Physiotherapy and rehabilitation evaluation methods

1- Patient demographic information (prenatal, natal, postnatal history, EEG, MRI, hearing test results): These were obtained from hospital records, the medical chart and the family.

2- Bayley Scales of Infant and Toddler Development - Third Edition (Bayley-III): This is a norm-referenced scale/test to measure the developmental level of children aged 1-42 months. It consists of five different development scale sections named Cognitive, Language, Social - Emotional, Motor and Adaptive Behaviour. The Bayley III scales include growth scores that can be calculated to follow-up the progress of the individual over time. The standard score is between 40 and 160. The score is accepted as extremely good for 130 points and above, good for 120-129, high average for 110-119, normal for 90-109 normal, low average for 80-89, borderline for 70-79 and very low for 69 and below for all motor, cognitive and language development. The recommended cut-off score is between 100 and 115 [19].

3- Gross Motor Function Measurement (GMFM-88): These measurements have been developed to evaluate the gross motor functions in children with Cerebral Palsy (CP). The measurements are based on five sections consisting of Supine-Prone, Sitting, Crawling, Standing up and Walking-Climbing stairs. Each item is scored between 0 and 3. 0 means the child cannot do the movement, 1 means initial part of the movement to <10%is done, 2 means the part of the movement from 10% to <100% is done, and 3 means the entire movement is done. The score of each section is then calculated using the 'child's score/maximum score x 100%) formula. The total score is obtained by dividing the total for the five sections into five. 100% is the best expected and 0% is the worst score [20].
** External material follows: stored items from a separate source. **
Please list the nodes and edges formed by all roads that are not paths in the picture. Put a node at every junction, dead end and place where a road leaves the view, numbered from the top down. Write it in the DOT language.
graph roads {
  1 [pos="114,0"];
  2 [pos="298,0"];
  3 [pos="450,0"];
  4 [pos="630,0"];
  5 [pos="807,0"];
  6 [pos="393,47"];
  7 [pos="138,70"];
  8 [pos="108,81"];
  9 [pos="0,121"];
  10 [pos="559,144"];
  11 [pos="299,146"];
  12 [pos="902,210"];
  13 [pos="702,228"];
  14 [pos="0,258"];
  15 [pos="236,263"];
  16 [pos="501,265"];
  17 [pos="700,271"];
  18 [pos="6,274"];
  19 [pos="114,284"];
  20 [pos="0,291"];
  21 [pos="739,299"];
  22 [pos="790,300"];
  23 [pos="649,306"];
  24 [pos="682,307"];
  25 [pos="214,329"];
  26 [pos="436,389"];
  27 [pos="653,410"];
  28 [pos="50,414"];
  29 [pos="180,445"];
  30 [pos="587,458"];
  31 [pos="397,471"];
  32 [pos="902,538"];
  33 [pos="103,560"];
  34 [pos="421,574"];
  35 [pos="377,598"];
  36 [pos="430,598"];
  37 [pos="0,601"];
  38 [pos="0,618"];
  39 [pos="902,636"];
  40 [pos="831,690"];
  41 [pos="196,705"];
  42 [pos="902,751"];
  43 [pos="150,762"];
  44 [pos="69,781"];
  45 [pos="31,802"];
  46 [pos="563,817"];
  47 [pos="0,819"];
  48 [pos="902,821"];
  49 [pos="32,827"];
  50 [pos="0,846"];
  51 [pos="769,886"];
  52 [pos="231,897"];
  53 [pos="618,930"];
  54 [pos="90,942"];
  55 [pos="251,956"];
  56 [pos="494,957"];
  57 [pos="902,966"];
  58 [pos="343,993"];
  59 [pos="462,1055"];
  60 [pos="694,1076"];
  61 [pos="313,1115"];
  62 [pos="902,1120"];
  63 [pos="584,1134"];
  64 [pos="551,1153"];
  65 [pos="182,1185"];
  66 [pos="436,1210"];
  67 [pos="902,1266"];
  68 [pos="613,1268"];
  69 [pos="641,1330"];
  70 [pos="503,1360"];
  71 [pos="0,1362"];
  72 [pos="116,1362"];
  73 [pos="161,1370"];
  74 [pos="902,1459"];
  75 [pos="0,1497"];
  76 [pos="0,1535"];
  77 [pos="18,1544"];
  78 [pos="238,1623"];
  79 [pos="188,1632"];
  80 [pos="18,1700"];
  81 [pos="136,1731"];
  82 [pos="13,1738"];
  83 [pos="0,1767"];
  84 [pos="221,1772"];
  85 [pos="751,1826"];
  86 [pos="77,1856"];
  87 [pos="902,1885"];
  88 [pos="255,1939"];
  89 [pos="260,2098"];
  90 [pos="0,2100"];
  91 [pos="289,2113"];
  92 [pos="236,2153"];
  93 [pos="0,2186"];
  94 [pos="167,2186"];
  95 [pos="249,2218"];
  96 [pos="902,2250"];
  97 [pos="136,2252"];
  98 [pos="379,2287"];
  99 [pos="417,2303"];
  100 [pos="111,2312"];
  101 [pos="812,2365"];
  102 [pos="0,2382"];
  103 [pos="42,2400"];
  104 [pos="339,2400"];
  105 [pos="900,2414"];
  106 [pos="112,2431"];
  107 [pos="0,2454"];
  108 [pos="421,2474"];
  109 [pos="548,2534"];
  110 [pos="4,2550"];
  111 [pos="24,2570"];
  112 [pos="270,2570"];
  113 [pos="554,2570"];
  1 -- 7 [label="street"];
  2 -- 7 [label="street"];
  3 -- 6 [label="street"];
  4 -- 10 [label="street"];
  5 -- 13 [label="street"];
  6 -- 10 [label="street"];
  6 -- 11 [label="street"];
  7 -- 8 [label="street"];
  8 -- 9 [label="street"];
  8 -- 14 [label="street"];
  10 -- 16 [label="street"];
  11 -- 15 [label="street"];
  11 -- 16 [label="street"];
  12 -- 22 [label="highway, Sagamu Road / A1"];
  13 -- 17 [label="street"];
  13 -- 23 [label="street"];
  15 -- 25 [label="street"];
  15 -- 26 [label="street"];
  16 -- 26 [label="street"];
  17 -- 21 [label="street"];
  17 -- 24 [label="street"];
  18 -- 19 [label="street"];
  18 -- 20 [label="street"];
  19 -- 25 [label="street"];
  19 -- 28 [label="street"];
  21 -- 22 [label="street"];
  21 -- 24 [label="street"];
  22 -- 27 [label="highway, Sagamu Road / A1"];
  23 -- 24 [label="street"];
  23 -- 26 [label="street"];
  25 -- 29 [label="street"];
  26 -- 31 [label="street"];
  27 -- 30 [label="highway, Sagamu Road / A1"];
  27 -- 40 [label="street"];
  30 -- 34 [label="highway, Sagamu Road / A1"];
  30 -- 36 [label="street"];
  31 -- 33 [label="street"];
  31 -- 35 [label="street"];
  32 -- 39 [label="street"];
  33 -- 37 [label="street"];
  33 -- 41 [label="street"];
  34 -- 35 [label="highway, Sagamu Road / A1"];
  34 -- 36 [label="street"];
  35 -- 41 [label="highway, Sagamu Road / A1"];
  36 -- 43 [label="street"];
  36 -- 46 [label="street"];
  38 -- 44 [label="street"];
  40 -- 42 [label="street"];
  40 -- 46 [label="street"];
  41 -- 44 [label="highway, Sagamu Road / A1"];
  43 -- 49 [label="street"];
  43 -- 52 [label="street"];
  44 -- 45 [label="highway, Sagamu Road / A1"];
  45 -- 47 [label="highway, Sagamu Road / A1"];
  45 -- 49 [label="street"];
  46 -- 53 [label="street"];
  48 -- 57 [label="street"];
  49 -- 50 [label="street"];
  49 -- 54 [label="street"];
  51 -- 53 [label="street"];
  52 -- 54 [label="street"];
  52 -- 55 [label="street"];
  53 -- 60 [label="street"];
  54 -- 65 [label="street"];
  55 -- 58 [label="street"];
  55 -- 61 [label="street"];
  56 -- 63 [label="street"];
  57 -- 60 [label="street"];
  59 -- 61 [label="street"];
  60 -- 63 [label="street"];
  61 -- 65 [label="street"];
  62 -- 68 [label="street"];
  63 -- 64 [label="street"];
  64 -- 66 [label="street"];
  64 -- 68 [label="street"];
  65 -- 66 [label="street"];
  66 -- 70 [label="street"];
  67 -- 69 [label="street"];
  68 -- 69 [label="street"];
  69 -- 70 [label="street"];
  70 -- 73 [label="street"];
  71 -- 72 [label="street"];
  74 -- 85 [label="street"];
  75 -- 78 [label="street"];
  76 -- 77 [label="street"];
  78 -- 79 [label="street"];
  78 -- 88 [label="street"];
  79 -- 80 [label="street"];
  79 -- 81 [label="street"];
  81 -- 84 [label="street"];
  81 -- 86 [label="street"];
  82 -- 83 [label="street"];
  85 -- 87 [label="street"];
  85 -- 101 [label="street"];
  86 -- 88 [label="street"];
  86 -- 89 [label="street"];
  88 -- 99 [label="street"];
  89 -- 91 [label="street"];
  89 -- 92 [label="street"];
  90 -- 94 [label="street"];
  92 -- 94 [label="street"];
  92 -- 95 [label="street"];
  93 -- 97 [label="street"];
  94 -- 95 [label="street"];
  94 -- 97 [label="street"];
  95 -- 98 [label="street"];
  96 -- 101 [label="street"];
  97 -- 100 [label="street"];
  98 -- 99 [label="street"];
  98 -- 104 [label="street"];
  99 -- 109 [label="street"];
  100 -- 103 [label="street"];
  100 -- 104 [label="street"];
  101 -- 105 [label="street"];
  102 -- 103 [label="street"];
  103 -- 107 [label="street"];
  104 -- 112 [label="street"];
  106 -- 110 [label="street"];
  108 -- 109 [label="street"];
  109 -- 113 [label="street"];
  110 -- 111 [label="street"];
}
4- Tonus Evaluation: The severity of the spasticity was evaluated according to the Modified Ashworth Scale (MAS) [21]. MAS scores for spasticity over 6 points between 0 and 4 as 0, 1, 1+, 2, 3, and 4. "0" means no increase in muscle tonus and "4" means a rigid influence on motion [22].

Treatment

Neurodevelopmental treatment: The physiotherapy program administered by a paediatric physical therapist began when our case was 12 months old and continued 3 days per week for 36 months according to the Neurodevelopmental Treatment (NDT) approach. Each treatment session lasted 60 minutes. The home program given to the family was checked and updated in the last 15 minutes. The treatment program implemented is shown in Table 1.